The corpus plays a crucial role in expanding the area of NLP. There is a good number of efforts done for producing Kurdish text corpora, however in the terms size and dialect-diversity there is still a need of larger corpora that covers different fields and dialects. This review paper gives a generic structure and guidelines for organizing the Kurdish language corpora and methods used to address major Kurdish language dialects and corpuses; especially Sorani, Kurmanji, Zazaki, and Gorani dialects. This paper has studied the all-available Kurdish corpora in the literature, eight of Sorani dialect corpora, one Kurmanji corpus, one Zaza and Gorani dialects corpus, and three corpora for Kurmanji and Sorani together. It is notable from the reviewed literature that there is an actual need for the following categories of Kurdish corpora and future direcitons:

-                 Multi-language corpora, meaning text corpus with Kurdish and other languages for same text documents in the corpus.

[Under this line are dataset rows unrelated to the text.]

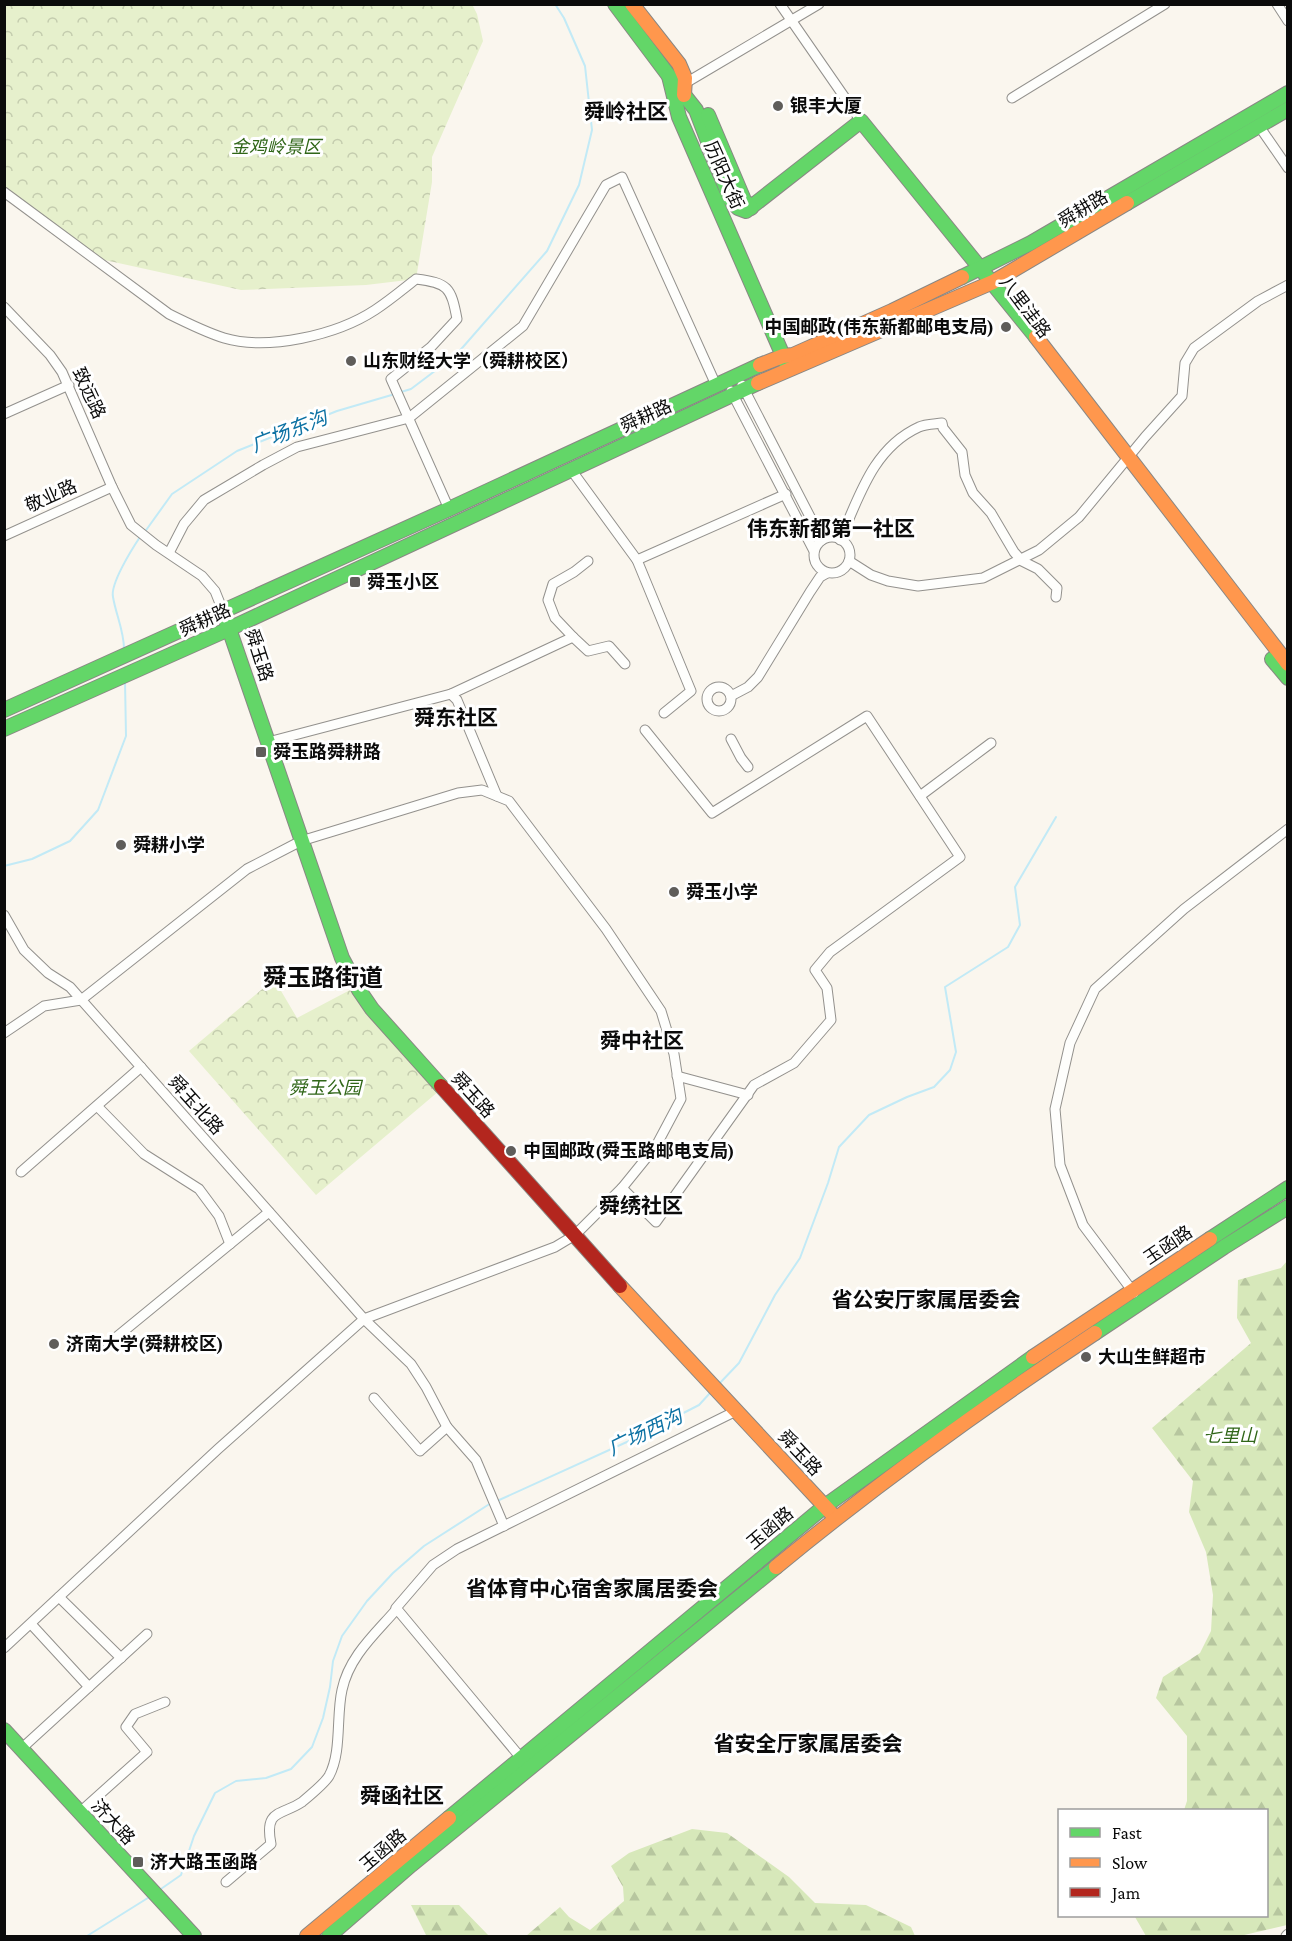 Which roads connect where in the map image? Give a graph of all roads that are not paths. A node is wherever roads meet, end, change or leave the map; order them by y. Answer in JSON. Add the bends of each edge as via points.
{"nodes":[{"id":1,"x":615,"y":4,"type":"edge"},
{"id":2,"x":632,"y":4,"type":"edge"},
{"id":3,"x":780,"y":4,"type":"edge"},
{"id":4,"x":819,"y":4,"type":"edge"},
{"id":5,"x":1165,"y":4,"type":"edge"},
{"id":6,"x":1277,"y":4,"type":"edge"},
{"id":7,"x":792,"y":21,"type":"junction"},
{"id":8,"x":1287,"y":21,"type":"edge"},
{"id":9,"x":669,"y":76,"type":"junction"},
{"id":10,"x":686,"y":82,"type":"junction"},
{"id":11,"x":1287,"y":93,"type":"edge"},
{"id":12,"x":1012,"y":98,"type":"dead end"},
{"id":13,"x":1287,"y":109,"type":"edge"},
{"id":14,"x":861,"y":121,"type":"junction"},
{"id":15,"x":1259,"y":126,"type":"junction"},
{"id":16,"x":1287,"y":168,"type":"edge"},
{"id":17,"x":4,"y":192,"type":"edge"},
{"id":18,"x":981,"y":266,"type":"junction"},
{"id":19,"x":989,"y":284,"type":"junction"},
{"id":20,"x":1287,"y":285,"type":"edge"},
{"id":21,"x":4,"y":307,"type":"edge"},
{"id":22,"x":791,"y":362,"type":"junction"},
{"id":23,"x":726,"y":380,"type":"junction"},
{"id":24,"x":69,"y":385,"type":"junction"},
{"id":25,"x":739,"y":392,"type":"junction"},
{"id":26,"x":4,"y":414,"type":"edge"},
{"id":27,"x":410,"y":418,"type":"junction"},
{"id":28,"x":1125,"y":461,"type":"junction"},
{"id":29,"x":572,"y":471,"type":"junction"},
{"id":30,"x":112,"y":487,"type":"junction"},
{"id":31,"x":786,"y":494,"type":"junction"},
{"id":32,"x":449,"y":509,"type":"junction"},
{"id":33,"x":4,"y":536,"type":"edge"},
{"id":34,"x":822,"y":540,"type":"junction"},
{"id":35,"x":840,"y":540,"type":"junction"},
{"id":36,"x":814,"y":550,"type":"junction"},
{"id":37,"x":169,"y":554,"type":"junction"},
{"id":38,"x":1020,"y":559,"type":"junction"},
{"id":39,"x":637,"y":560,"type":"junction"},
{"id":40,"x":588,"y":561,"type":"dead end"},
{"id":41,"x":849,"y":561,"type":"junction"},
{"id":42,"x":826,"y":573,"type":"junction"},
{"id":43,"x":1056,"y":597,"type":"dead end"},
{"id":44,"x":224,"y":611,"type":"junction"},
{"id":45,"x":231,"y":628,"type":"junction"},
{"id":46,"x":573,"y":638,"type":"junction"},
{"id":47,"x":625,"y":664,"type":"dead end"},
{"id":48,"x":1287,"y":664,"type":"edge"},
{"id":49,"x":1287,"y":678,"type":"edge"},
{"id":50,"x":691,"y":691,"type":"junction"},
{"id":51,"x":451,"y":694,"type":"junction"},
{"id":52,"x":732,"y":696,"type":"junction"},
{"id":53,"x":707,"y":699,"type":"junction"},
{"id":54,"x":4,"y":710,"type":"edge"},
{"id":55,"x":664,"y":713,"type":"dead end"},
{"id":56,"x":4,"y":729,"type":"edge"},
{"id":57,"x":645,"y":730,"type":"dead end"},
{"id":58,"x":731,"y":739,"type":"dead end"},
{"id":59,"x":268,"y":742,"type":"junction"},
{"id":60,"x":991,"y":743,"type":"dead end"},
{"id":61,"x":748,"y":767,"type":"dead end"},
{"id":62,"x":497,"y":796,"type":"junction"},
{"id":63,"x":920,"y":796,"type":"junction"},
{"id":64,"x":1287,"y":829,"type":"edge"},
{"id":65,"x":301,"y":841,"type":"junction"},
{"id":66,"x":4,"y":915,"type":"edge"},
{"id":67,"x":81,"y":1000,"type":"junction"},
{"id":68,"x":4,"y":1033,"type":"edge"},
{"id":69,"x":141,"y":1067,"type":"junction"},
{"id":70,"x":677,"y":1076,"type":"junction"},
{"id":71,"x":748,"y":1095,"type":"junction"},
{"id":72,"x":97,"y":1106,"type":"junction"},
{"id":73,"x":21,"y":1172,"type":"dead end"},
{"id":74,"x":622,"y":1188,"type":"junction"},
{"id":75,"x":1287,"y":1188,"type":"edge"},
{"id":76,"x":1287,"y":1207,"type":"edge"},
{"id":77,"x":269,"y":1212,"type":"junction"},
{"id":78,"x":575,"y":1235,"type":"junction"},
{"id":79,"x":230,"y":1244,"type":"junction"},
{"id":80,"x":1133,"y":1290,"type":"junction"},
{"id":81,"x":1141,"y":1302,"type":"junction"},
{"id":82,"x":364,"y":1318,"type":"junction"},
{"id":83,"x":108,"y":1344,"type":"dead end"},
{"id":84,"x":374,"y":1398,"type":"dead end"},
{"id":85,"x":732,"y":1406,"type":"junction"},
{"id":86,"x":447,"y":1427,"type":"junction"},
{"id":87,"x":825,"y":1506,"type":"junction"},
{"id":88,"x":835,"y":1518,"type":"junction"},
{"id":89,"x":504,"y":1526,"type":"junction"},
{"id":90,"x":60,"y":1597,"type":"junction"},
{"id":91,"x":395,"y":1611,"type":"dead end"},
{"id":92,"x":31,"y":1623,"type":"junction"},
{"id":93,"x":147,"y":1634,"type":"dead end"},
{"id":94,"x":4,"y":1648,"type":"edge"},
{"id":95,"x":121,"y":1658,"type":"junction"},
{"id":96,"x":89,"y":1687,"type":"junction"},
{"id":97,"x":165,"y":1702,"type":"dead end"},
{"id":98,"x":4,"y":1731,"type":"edge"},
{"id":99,"x":21,"y":1749,"type":"junction"},
{"id":100,"x":521,"y":1758,"type":"junction"},
{"id":101,"x":80,"y":1812,"type":"junction"},
{"id":102,"x":226,"y":1882,"type":"dead end"},
{"id":103,"x":194,"y":1936,"type":"edge"},
{"id":104,"x":307,"y":1936,"type":"edge"},
{"id":105,"x":328,"y":1936,"type":"edge"}],
"edges":[{"from":1,"to":9,"type":"main road","name":"历阳大街"},
{"from":2,"to":10,"type":"main road","name":"历阳大街","via":[[667,49]]},
{"from":3,"to":7,"type":"street"},
{"from":4,"to":7,"type":"street"},
{"from":5,"to":12,"type":"street"},
{"from":6,"to":8,"type":"street"},
{"from":7,"to":10,"type":"street"},
{"from":7,"to":14,"type":"street"},
{"from":9,"to":10,"type":"main road"},
{"from":9,"to":22,"type":"main road","name":"历阳大街","via":[[679,117]]},
{"from":10,"to":14,"type":"main road","via":[[730,199],[746,211]]},
{"from":10,"to":22,"type":"main road","name":"历阳大街","via":[[685,115]]},
{"from":11,"to":18,"type":"main road","name":"舜耕路","via":[[1031,243]]},
{"from":13,"to":15,"type":"main road","name":"舜耕路"},
{"from":14,"to":18,"type":"main road"},
{"from":15,"to":16,"type":"street"},
{"from":15,"to":19,"type":"main road","name":"舜耕路"},
{"from":17,"to":27,"type":"street","via":[[169,314],[225,338],[259,344],[326,334],[374,311],[416,279],[437,282],[453,295],[457,319],[431,347],[391,379]]},
{"from":18,"to":19,"type":"main road","name":"八里洼路"},
{"from":18,"to":22,"type":"main road","name":"舜耕路"},
{"from":19,"to":22,"type":"main road","name":"舜耕路"},
{"from":19,"to":28,"type":"main road","name":"八里洼路"},
{"from":20,"to":28,"type":"street","via":[[1258,301],[1194,348],[1185,363],[1182,396]]},
{"from":21,"to":24,"type":"street","name":"致远路","via":[[50,355]]},
{"from":22,"to":23,"type":"main road","name":"舜耕路"},
{"from":22,"to":25,"type":"main road","name":"舜耕路"},
{"from":23,"to":25,"type":"street"},
{"from":23,"to":27,"type":"street","via":[[622,177],[606,185],[523,326]]},
{"from":23,"to":32,"type":"main road","name":"舜耕路"},
{"from":24,"to":26,"type":"street"},
{"from":24,"to":30,"type":"street","name":"致远路"},
{"from":25,"to":29,"type":"main road","name":"舜耕路"},
{"from":25,"to":31,"type":"street"},
{"from":25,"to":34,"type":"street"},
{"from":27,"to":32,"type":"street"},
{"from":27,"to":37,"type":"street","via":[[297,447],[263,465],[204,500],[184,524]]},
{"from":28,"to":38,"type":"street","via":[[1079,517],[1039,550]]},
{"from":28,"to":48,"type":"main road","name":"八里洼路"},
{"from":28,"to":49,"type":"main road","name":"八里洼路"},
{"from":29,"to":39,"type":"street"},
{"from":29,"to":45,"type":"main road","name":"舜耕路"},
{"from":30,"to":33,"type":"street","name":"敬业路"},
{"from":30,"to":37,"type":"street","name":"致远路","via":[[131,525]]},
{"from":31,"to":36,"type":"street"},
{"from":31,"to":39,"type":"street"},
{"from":32,"to":44,"type":"main road","name":"舜耕路"},
{"from":34,"to":35,"type":"street"},
{"from":34,"to":36,"type":"street"},
{"from":35,"to":38,"type":"street","via":[[864,481],[884,453],[920,426],[942,423],[962,452],[965,475],[973,493],[991,513]]},
{"from":35,"to":41,"type":"street","via":[[848,549]]},
{"from":36,"to":42,"type":"street","via":[[818,566]]},
{"from":37,"to":44,"type":"street","name":"致远路","via":[[202,576],[215,591]]},
{"from":38,"to":41,"type":"street","via":[[983,578],[918,586],[879,578]]},
{"from":38,"to":43,"type":"street","via":[[1038,569],[1057,588]]},
{"from":39,"to":50,"type":"street"},
{"from":40,"to":46,"type":"street","via":[[553,584],[548,600],[555,618]]},
{"from":41,"to":42,"type":"street","via":[[838,572]]},
{"from":42,"to":52,"type":"street","via":[[758,677]]},
{"from":44,"to":45,"type":"main road","name":"舜玉路"},
{"from":44,"to":54,"type":"main road","name":"舜耕路"},
{"from":45,"to":56,"type":"main road","name":"舜耕路"},
{"from":45,"to":59,"type":"main road","name":"舜玉路"},
{"from":46,"to":47,"type":"street","via":[[588,651],[609,646]]},
{"from":46,"to":51,"type":"street"},
{"from":50,"to":53,"type":"street"},
{"from":50,"to":55,"type":"street"},
{"from":51,"to":59,"type":"street"},
{"from":51,"to":62,"type":"street","via":[[457,700]]},
{"from":52,"to":53,"type":"street","via":[[727,689],[716,687]]},
{"from":52,"to":53,"type":"street","via":[[729,707],[722,711],[712,709]]},
{"from":57,"to":63,"type":"street","via":[[712,813],[867,716]]},
{"from":58,"to":61,"type":"street"},
{"from":59,"to":65,"type":"main road","name":"舜玉路"},
{"from":60,"to":63,"type":"street"},
{"from":62,"to":65,"type":"street","via":[[482,790],[458,793]]},
{"from":62,"to":70,"type":"street","via":[[509,801],[569,879],[661,1011]]},
{"from":63,"to":71,"type":"street","via":[[960,857],[830,952],[815,970],[827,988],[831,1020],[794,1063],[754,1085]]},
{"from":64,"to":80,"type":"street","via":[[1184,909],[1095,989],[1070,1043],[1054,1109],[1060,1165],[1083,1225]]},
{"from":65,"to":67,"type":"street","via":[[247,869]]},
{"from":65,"to":78,"type":"main road","name":"舜玉路","via":[[342,958],[366,1001]]},
{"from":66,"to":67,"type":"street","name":"舜玉北路","via":[[24,950]]},
{"from":67,"to":68,"type":"street","via":[[44,1006]]},
{"from":67,"to":69,"type":"street","name":"舜玉北路"},
{"from":69,"to":72,"type":"street"},
{"from":69,"to":77,"type":"street","name":"舜玉北路"},
{"from":70,"to":71,"type":"street"},
{"from":70,"to":74,"type":"street","via":[[681,1099],[656,1146]]},
{"from":71,"to":74,"type":"street","via":[[656,1222]]},
{"from":72,"to":73,"type":"street"},
{"from":72,"to":79,"type":"street","via":[[144,1154],[199,1190],[219,1216]]},
{"from":74,"to":78,"type":"street"},
{"from":75,"to":80,"type":"main road","name":"玉函路"},
{"from":76,"to":81,"type":"main road","name":"玉函路"},
{"from":77,"to":79,"type":"street"},
{"from":77,"to":82,"type":"street","name":"舜玉北路"},
{"from":78,"to":82,"type":"street","via":[[555,1247]]},
{"from":78,"to":85,"type":"main road","name":"舜玉路"},
{"from":79,"to":83,"type":"street"},
{"from":80,"to":81,"type":"street"},
{"from":80,"to":87,"type":"main road","name":"玉函路"},
{"from":81,"to":88,"type":"main road","name":"玉函路","via":[[1027,1378]]},
{"from":82,"to":86,"type":"street","name":"舜玉北路","via":[[411,1364]]},
{"from":82,"to":90,"type":"street"},
{"from":84,"to":86,"type":"street","via":[[420,1451]]},
{"from":85,"to":87,"type":"main road","name":"舜玉路"},
{"from":85,"to":89,"type":"street"},
{"from":86,"to":89,"type":"street","name":"舜玉北路","via":[[476,1460]]},
{"from":87,"to":88,"type":"main road","name":"舜玉路"},
{"from":87,"to":100,"type":"main road","name":"玉函路"},
{"from":88,"to":105,"type":"main road","name":"玉函路"},
{"from":89,"to":100,"type":"street","via":[[433,1565],[396,1608]]},
{"from":90,"to":92,"type":"street"},
{"from":90,"to":95,"type":"street"},
{"from":91,"to":102,"type":"street","via":[[352,1661],[342,1690],[336,1754],[328,1777],[301,1802],[274,1817],[268,1830],[271,1844]]},
{"from":92,"to":94,"type":"street"},
{"from":92,"to":96,"type":"street"},
{"from":93,"to":95,"type":"street"},
{"from":95,"to":96,"type":"street"},
{"from":96,"to":99,"type":"street"},
{"from":97,"to":101,"type":"street","via":[[135,1714],[126,1727],[147,1752]]},
{"from":98,"to":99,"type":"main road","name":"济大路"},
{"from":99,"to":101,"type":"main road","name":"济大路"},
{"from":100,"to":104,"type":"main road","name":"玉函路"},
{"from":101,"to":103,"type":"main road","name":"济大路"}]}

-                 Annotated corpora, to enable advanced NLP and text mining applications such as ontology learning.

-                 A maturely developed NLP pipeline, to enable Kurdish information retrieval and semantic web.

-                 A professional collaboration between academia and Kurdish language linguists for developing robust Kurdish corpora, in the terms of Kurdish language syntax and semantics.